REQUIREMENT
Repeat the listing verbatim. Drop any pictures.
====== EXERCISE MATERIALS ======
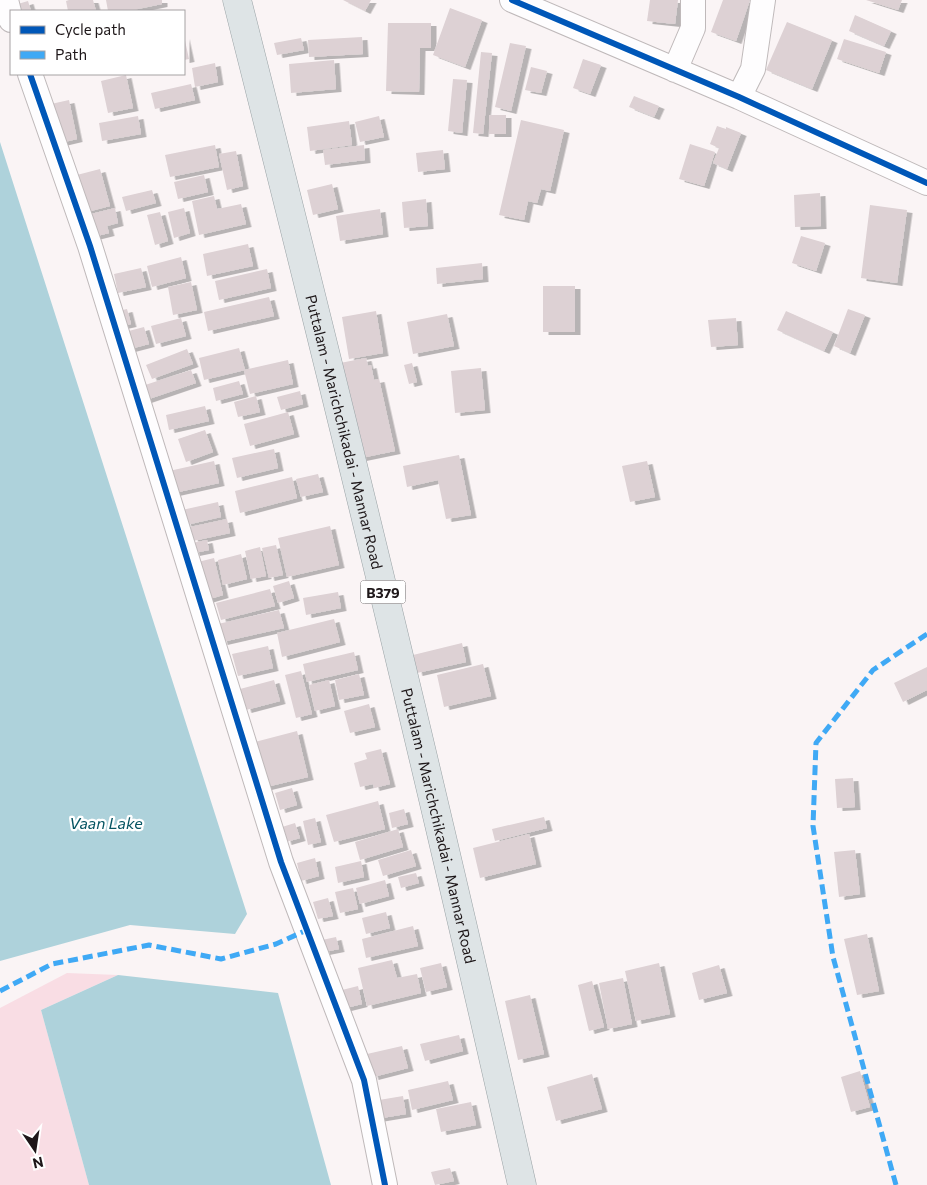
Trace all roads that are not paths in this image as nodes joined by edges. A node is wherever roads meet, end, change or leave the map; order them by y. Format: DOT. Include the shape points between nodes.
graph roads {
  1 [pos="6,0"];
  2 [pos="237,0"];
  3 [pos="693,0"];
  4 [pos="763,0"];
  5 [pos="515,1"];
  6 [pos="10,16"];
  7 [pos="675,70"];
  8 [pos="30,75"];
  9 [pos="739,97"];
  10 [pos="927,183"];
  11 [pos="386,1185"];
  12 [pos="522,1185"];
  1 -- 6 [label="street"];
  2 -- 12 [label="main road, Puttalam - Marichchikadai - Mannar Road / B379" via="479,992"];
  3 -- 7 [label="street" via="693,28"];
  4 -- 9 [label="street" via="753,69"];
  5 -- 7 [label="street"];
  7 -- 9 [label="street"];
  8 -- 11 [label="street" via="90,246 280,862 364,1080"];
  9 -- 10 [label="street"];
}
======
TASK OUTPUT
Trace all roads that are not paths in this image as nodes joined by edges. A node is wherever roads meet, end, change or leave the map; order them by y. Format: DOT. Include the shape points between nodes.
graph roads {
  1 [pos="6,0"];
  2 [pos="237,0"];
  3 [pos="693,0"];
  4 [pos="763,0"];
  5 [pos="515,1"];
  6 [pos="10,16"];
  7 [pos="675,70"];
  8 [pos="30,75"];
  9 [pos="739,97"];
  10 [pos="927,183"];
  11 [pos="386,1185"];
  12 [pos="522,1185"];
  1 -- 6 [label="street"];
  2 -- 12 [label="main road, Puttalam - Marichchikadai - Mannar Road / B379" via="479,992"];
  3 -- 7 [label="street" via="693,28"];
  4 -- 9 [label="street" via="753,69"];
  5 -- 7 [label="street"];
  7 -- 9 [label="street"];
  8 -- 11 [label="street" via="90,246 280,862 364,1080"];
  9 -- 10 [label="street"];
}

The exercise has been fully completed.